Refactor FIPS & unify CLI actions #275

adamjanovsky · 2022-10-25T13:26:51Z

High-level plan

1. Unify CLIs into a single CLI (FIPS: Unify CLI actions with CC #212)
2. Migrate tests to pytest, separate download tests from others, refactor test structure (split into cc/fips/others)
- Tests: Make resources locally accessible #76, Refactor CC tests #79
3. Refactor FIPS code
4. Misc: update docs, docker, readme, ...

Tests

Add tests that check working pandas serialization
Allow for default paths of CPEDataset and CVEDataset
- ~~Or forbid it and demand explicit paths (that will not get serialized omg). Either way, act consistently.~~
Get rid of class design in the favour of fiixtures
Refactor module design
Test maintenance updates
Select more appropriate names for the methods
Migrate to pytest
Divide logic of tests into download / rest.
Allow download test to fail on unreliable resources, ~~test download on resources that we trust (e.g. our server)~~
- ~~Forbid download on non-download test by auto-use fixture that raises exception on requests.get / requests.post~~

FIPS

Processing steps progress:

Random notes to do there:

Refactor FIPS to hold auxilary datasets in the designated class
Implement new folder structure
Rewrite redo -> fresh, implement reatempting computations on failed samples
Introduce InternalState both to FIPSCertificate and to FIPSDataset

Done outside of the processing steps:

Delete plot graph methods
~~[ ] Add examples of plot graph into FIPS reference notebook~~
Verify intermediate results on small-scale dataset before proceeding further
~~Verify if FIPS webpages are loading on scroll (historical modules). If yes, figure out how to force full load with BeautifulSoup~~
- This was not confirmed by manual analysis.
Implement copying of FIPSDataset contents
Unify CLIs, closes FIPS: Unify CLI actions with CC #212
FIPSAlgorithmDataset should reside in own json in auxillary datasets

It is unclear what things like clean_cert_ids, or algorithms in the various certicate subobjects (PdfData and WebData) are, are they processed or raw, what sort of cleaning was done and what method needs to be called to do it? Specifically this cleaning that is done on FIPS certs is split between the dataset class and the certificate class in a nasty way, this should be unified and moved, maybe even to a separate class similar to how CC certificate ID canonicalization is separate.

Address the above

Incomplete: See parse_html_main, the logic there just is not good.

Address the above

Misc

Refactor CC to hold auxilary datasets in the designated class
Update docs
Update Docker image
Restrict usage of fresh on places where it does not makes sense
Update project readme
Revisit all TODOs (internal check)
Unify logging messages.
Update code documentation
PyUpgrade and flake plugin into linting pipeline

Sanity check

Perform full FIPS run
Perform full CC run
Run all notebooks

Still part of refactoring, but to-be-addressed by separate PRs

Move content from examples to notebooks/examples
Rename CommonCriteria files -> cc #287
Resolve dependabot issues https://github.com/crocs-muni/sec-certs/security/dependabot
Across tool, unify from __future__ import annotations
Test GH action yields some warnings about usage of deprecated functions, fix.
Improve build system #231
Release

J08nY · 2022-10-25T15:37:43Z

I applaud this effort! When I get more time hopefully I can help as well.

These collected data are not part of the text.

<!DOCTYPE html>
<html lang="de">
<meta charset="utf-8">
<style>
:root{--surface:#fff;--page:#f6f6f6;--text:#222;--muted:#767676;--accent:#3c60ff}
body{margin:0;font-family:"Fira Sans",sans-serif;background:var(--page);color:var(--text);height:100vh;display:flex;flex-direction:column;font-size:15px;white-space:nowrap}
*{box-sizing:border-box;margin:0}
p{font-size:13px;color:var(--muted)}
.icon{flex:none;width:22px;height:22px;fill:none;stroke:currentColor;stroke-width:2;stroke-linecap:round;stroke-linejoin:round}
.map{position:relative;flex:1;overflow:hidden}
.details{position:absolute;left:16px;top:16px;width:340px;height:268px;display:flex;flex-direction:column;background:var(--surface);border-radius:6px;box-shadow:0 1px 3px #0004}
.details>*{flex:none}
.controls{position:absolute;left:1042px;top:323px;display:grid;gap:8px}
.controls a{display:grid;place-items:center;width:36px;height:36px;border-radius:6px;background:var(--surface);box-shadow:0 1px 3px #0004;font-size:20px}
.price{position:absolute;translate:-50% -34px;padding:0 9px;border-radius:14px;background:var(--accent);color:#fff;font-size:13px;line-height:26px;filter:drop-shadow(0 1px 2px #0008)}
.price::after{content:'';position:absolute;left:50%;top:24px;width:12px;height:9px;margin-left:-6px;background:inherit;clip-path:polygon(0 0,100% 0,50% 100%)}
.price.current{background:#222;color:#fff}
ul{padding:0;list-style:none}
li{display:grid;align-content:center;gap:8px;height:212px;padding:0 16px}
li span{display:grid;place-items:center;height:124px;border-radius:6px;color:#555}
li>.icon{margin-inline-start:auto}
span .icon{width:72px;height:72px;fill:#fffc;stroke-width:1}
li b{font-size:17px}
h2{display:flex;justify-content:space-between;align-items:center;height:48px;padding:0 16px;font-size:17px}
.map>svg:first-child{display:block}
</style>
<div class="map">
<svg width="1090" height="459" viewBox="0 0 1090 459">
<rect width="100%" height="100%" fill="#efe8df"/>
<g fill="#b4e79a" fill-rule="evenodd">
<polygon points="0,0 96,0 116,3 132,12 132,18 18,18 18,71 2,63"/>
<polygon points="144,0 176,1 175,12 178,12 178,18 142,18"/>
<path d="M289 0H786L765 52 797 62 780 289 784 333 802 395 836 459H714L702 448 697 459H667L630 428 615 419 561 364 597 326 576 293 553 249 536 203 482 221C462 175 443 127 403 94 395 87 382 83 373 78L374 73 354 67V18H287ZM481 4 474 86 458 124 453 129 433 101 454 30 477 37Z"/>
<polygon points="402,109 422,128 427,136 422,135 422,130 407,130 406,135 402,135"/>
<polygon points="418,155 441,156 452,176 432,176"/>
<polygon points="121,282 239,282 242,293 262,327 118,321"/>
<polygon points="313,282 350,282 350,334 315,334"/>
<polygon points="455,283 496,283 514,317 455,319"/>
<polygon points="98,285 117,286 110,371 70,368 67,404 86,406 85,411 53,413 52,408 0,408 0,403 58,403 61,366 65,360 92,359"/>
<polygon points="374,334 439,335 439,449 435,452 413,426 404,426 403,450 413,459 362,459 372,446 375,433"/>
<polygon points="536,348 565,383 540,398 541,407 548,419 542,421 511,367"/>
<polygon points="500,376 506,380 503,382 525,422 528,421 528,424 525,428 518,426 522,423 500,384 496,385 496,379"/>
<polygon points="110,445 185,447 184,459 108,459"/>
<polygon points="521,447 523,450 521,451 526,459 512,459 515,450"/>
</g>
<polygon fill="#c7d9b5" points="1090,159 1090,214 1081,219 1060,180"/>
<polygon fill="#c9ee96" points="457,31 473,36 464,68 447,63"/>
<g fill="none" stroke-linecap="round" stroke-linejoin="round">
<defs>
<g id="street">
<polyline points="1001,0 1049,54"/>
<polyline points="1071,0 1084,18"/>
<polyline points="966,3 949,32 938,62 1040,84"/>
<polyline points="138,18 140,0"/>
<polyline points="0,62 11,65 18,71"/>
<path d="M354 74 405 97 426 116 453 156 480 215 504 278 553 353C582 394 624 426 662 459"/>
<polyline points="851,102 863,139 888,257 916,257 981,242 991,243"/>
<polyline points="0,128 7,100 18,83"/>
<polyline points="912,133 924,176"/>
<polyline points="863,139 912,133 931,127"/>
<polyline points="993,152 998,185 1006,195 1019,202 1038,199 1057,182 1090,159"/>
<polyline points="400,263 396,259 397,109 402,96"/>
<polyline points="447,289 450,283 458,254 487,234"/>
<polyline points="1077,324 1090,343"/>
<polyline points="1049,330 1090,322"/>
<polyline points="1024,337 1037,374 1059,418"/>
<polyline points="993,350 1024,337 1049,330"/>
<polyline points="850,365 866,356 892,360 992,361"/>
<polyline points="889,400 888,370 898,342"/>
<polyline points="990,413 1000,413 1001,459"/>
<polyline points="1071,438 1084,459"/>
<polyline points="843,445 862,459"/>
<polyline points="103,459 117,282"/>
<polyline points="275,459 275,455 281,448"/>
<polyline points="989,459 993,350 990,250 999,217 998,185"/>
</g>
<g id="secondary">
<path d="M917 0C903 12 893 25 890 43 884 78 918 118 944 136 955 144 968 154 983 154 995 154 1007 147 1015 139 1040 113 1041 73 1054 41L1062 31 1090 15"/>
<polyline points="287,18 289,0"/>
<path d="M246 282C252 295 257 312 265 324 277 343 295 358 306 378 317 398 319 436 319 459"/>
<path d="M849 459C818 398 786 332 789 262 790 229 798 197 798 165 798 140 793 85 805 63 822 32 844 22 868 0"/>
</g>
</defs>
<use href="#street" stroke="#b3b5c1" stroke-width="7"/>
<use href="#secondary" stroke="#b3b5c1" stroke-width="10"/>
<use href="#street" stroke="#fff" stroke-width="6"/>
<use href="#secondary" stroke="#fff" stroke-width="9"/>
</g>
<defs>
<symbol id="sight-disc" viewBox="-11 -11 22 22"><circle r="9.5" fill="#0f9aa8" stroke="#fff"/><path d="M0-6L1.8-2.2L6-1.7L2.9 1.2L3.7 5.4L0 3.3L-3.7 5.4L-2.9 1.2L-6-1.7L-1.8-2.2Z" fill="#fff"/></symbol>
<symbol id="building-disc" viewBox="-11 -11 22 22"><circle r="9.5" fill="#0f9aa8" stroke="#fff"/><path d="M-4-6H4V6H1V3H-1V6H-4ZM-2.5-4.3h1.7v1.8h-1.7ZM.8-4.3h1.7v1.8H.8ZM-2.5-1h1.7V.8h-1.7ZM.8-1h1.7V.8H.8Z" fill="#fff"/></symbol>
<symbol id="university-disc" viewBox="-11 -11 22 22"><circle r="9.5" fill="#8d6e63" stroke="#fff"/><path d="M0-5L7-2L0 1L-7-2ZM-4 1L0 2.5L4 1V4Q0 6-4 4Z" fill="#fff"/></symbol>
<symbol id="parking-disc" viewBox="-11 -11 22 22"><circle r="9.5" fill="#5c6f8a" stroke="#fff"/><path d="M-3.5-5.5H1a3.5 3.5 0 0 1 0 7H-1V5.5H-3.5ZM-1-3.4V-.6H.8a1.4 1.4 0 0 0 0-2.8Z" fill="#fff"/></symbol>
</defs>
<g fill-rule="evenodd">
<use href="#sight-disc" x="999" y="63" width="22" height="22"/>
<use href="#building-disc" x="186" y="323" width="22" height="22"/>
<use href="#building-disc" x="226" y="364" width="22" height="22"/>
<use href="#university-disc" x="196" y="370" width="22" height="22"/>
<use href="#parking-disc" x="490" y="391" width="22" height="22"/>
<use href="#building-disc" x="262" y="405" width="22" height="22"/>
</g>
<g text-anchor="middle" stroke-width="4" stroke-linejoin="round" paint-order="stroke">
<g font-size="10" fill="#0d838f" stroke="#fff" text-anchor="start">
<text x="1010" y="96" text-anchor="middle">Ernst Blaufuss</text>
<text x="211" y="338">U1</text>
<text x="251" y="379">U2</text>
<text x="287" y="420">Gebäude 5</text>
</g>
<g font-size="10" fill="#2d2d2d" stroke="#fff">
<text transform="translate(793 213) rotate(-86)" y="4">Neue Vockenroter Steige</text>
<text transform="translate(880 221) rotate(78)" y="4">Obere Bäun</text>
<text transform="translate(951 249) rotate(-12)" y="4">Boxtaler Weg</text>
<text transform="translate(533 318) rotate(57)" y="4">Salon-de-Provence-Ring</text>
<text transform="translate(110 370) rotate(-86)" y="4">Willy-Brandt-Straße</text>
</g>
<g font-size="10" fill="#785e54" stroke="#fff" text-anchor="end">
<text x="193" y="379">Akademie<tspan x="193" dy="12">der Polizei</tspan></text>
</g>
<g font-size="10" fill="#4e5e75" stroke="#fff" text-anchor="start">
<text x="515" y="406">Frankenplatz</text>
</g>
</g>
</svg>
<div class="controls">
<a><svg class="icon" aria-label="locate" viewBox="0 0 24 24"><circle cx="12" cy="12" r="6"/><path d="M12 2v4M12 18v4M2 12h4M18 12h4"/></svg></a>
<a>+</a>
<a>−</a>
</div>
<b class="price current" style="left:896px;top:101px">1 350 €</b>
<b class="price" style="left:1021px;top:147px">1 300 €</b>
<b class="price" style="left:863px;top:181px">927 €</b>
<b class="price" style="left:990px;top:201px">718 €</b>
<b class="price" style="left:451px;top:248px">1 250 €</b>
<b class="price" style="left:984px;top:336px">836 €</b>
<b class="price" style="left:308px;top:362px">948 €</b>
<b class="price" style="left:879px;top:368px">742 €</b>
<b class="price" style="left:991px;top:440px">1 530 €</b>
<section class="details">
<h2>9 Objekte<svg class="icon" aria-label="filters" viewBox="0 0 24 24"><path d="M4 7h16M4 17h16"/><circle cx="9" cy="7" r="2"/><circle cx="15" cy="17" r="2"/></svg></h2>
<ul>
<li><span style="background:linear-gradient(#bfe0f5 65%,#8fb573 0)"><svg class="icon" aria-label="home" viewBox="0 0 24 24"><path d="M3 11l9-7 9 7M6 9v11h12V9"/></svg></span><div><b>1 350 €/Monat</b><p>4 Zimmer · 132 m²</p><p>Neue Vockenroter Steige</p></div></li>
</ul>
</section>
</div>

In the meantime, let me add a few pointers/issues I hit when working with the FIPS code:

The attributes of the certificate that are extracted and processed are unclear and incomplete.
- It is unclear what things like clean_cert_ids, or algorithms in the various certicate subobjects (PdfData and WebData) are, are they processed or raw, what sort of cleaning was done and what method needs to be called to do it? Specifically this cleaning that is done on FIPS certs is split between the dataset class and the certificate class in a nasty way, this should be unified and moved, maybe even to a separate class similar to how CC certificate ID canonicalization is separate.
- Incomplete: See parse_html_main, the logic there just is not good.
Data from the FIPS algorithm dataset is not utilized and mined fully. We can follow the links to the algorithm page and get more data that will help us.

adamjanovsky · 2022-10-26T07:10:45Z

* Data from the FIPS algorithm dataset is not utilized and mined fully. We can follow the links to the algorithm page and get more data that will help us.

Thanks for the input. This I'll probably leave for future work, this PR is going to be giant anyway. Could you please create a separate issue to address this?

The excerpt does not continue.